Exercise instructions => Please repeat every entry, keeping each one exactly the same.

Stored data
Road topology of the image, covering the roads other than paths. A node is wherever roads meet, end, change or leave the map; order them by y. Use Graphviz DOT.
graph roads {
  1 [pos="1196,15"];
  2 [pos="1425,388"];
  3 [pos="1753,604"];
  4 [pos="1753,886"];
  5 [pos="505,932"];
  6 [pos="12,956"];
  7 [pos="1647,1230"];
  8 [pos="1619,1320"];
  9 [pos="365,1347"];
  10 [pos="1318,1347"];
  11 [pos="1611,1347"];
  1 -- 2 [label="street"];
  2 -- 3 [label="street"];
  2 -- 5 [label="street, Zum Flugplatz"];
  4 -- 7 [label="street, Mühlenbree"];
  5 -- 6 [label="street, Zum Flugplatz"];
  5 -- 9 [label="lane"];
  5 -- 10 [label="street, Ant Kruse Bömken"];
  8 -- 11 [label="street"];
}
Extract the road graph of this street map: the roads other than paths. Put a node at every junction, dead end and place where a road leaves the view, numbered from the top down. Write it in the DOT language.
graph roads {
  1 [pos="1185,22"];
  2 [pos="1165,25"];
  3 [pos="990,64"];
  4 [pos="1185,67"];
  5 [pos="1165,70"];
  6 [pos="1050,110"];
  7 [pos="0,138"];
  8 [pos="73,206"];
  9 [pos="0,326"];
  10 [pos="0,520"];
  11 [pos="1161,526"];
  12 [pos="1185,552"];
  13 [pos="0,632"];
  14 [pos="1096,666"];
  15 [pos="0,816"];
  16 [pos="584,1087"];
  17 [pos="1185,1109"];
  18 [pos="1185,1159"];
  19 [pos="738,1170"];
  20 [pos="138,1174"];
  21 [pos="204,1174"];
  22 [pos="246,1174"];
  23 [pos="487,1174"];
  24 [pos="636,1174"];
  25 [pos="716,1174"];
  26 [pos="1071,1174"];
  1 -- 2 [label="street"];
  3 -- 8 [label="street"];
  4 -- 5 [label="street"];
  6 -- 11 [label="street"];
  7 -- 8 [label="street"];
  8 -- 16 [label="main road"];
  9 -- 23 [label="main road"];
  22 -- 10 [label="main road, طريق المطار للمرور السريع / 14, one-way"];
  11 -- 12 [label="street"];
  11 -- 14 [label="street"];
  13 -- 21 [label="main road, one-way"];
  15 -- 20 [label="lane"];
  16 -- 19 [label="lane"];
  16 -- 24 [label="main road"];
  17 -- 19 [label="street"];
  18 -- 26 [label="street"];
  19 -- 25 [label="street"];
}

Expected answer =>
Road topology of the image, covering the roads other than paths. A node is wherever roads meet, end, change or leave the map; order them by y. Use Graphviz DOT.
graph roads {
  1 [pos="1196,15"];
  2 [pos="1425,388"];
  3 [pos="1753,604"];
  4 [pos="1753,886"];
  5 [pos="505,932"];
  6 [pos="12,956"];
  7 [pos="1647,1230"];
  8 [pos="1619,1320"];
  9 [pos="365,1347"];
  10 [pos="1318,1347"];
  11 [pos="1611,1347"];
  1 -- 2 [label="street"];
  2 -- 3 [label="street"];
  2 -- 5 [label="street, Zum Flugplatz"];
  4 -- 7 [label="street, Mühlenbree"];
  5 -- 6 [label="street, Zum Flugplatz"];
  5 -- 9 [label="lane"];
  5 -- 10 [label="street, Ant Kruse Bömken"];
  8 -- 11 [label="street"];
}
Extract the road graph of this street map: the roads other than paths. Put a node at every junction, dead end and place where a road leaves the view, numbered from the top down. Write it in the DOT language.
graph roads {
  1 [pos="1185,22"];
  2 [pos="1165,25"];
  3 [pos="990,64"];
  4 [pos="1185,67"];
  5 [pos="1165,70"];
  6 [pos="1050,110"];
  7 [pos="0,138"];
  8 [pos="73,206"];
  9 [pos="0,326"];
  10 [pos="0,520"];
  11 [pos="1161,526"];
  12 [pos="1185,552"];
  13 [pos="0,632"];
  14 [pos="1096,666"];
  15 [pos="0,816"];
  16 [pos="584,1087"];
  17 [pos="1185,1109"];
  18 [pos="1185,1159"];
  19 [pos="738,1170"];
  20 [pos="138,1174"];
  21 [pos="204,1174"];
  22 [pos="246,1174"];
  23 [pos="487,1174"];
  24 [pos="636,1174"];
  25 [pos="716,1174"];
  26 [pos="1071,1174"];
  1 -- 2 [label="street"];
  3 -- 8 [label="street"];
  4 -- 5 [label="street"];
  6 -- 11 [label="street"];
  7 -- 8 [label="street"];
  8 -- 16 [label="main road"];
  9 -- 23 [label="main road"];
  22 -- 10 [label="main road, طريق المطار للمرور السريع / 14, one-way"];
  11 -- 12 [label="street"];
  11 -- 14 [label="street"];
  13 -- 21 [label="main road, one-way"];
  15 -- 20 [label="lane"];
  16 -- 19 [label="lane"];
  16 -- 24 [label="main road"];
  17 -- 19 [label="street"];
  18 -- 26 [label="street"];
  19 -- 25 [label="street"];
}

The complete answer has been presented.